What this task involves — May I have the line containing "thumb tip: (131, 437)" and every line after it through the end of the data, repeated exactly and with no other lines?
▶
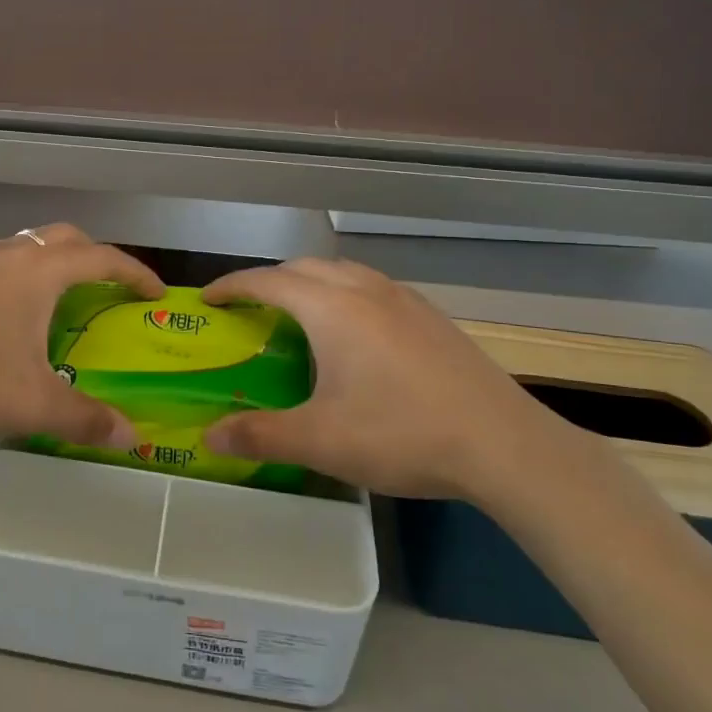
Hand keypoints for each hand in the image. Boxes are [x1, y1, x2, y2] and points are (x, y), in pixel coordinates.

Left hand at [0, 223, 162, 444]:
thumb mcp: (30, 405)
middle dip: (95, 258)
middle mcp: (8, 256)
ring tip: (61, 301)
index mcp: (38, 274)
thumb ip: (85, 418)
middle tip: (110, 290)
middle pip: (65, 238)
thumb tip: (131, 437)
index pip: (103, 259)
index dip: (136, 273)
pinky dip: (18, 277)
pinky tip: (6, 317)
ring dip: (53, 264)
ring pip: (26, 246)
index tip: (156, 293)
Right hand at [201, 258, 577, 499]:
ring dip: (311, 283)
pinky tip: (356, 335)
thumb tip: (208, 438)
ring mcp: (404, 299)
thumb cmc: (401, 434)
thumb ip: (259, 434)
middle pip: (305, 267)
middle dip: (270, 279)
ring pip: (344, 272)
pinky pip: (373, 287)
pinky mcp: (432, 316)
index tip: (208, 298)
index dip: (232, 286)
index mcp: (332, 309)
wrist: (503, 444)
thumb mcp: (321, 441)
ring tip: (299, 316)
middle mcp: (365, 290)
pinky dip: (345, 295)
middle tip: (250, 309)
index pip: (268, 280)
◀
Written answer —
thumb tip: (131, 437)
index pip: (103, 259)
index dip: (136, 273)
pinky dip: (18, 277)
pinky tip: (6, 317)
ring dip: (53, 264)
ring pip: (26, 246)
index tip: (156, 293)
Right hand at [201, 258, 577, 499]:
ring dip: (311, 283)
pinky tip: (356, 335)
thumb tip: (208, 438)
ring mcp: (404, 299)
thumb cmc: (401, 434)
thumb ip: (259, 434)
middle pip: (305, 267)
middle dip: (270, 279)
ring pip: (344, 272)
pinky pip: (373, 287)
pinky mcp: (432, 316)
index tip: (208, 298)
index dip: (232, 286)
index mcp: (332, 309)
wrist: (503, 444)
thumb mcp: (321, 441)
ring tip: (299, 316)
middle mcp: (365, 290)
pinky dip: (345, 295)
middle tip: (250, 309)
index pip: (268, 280)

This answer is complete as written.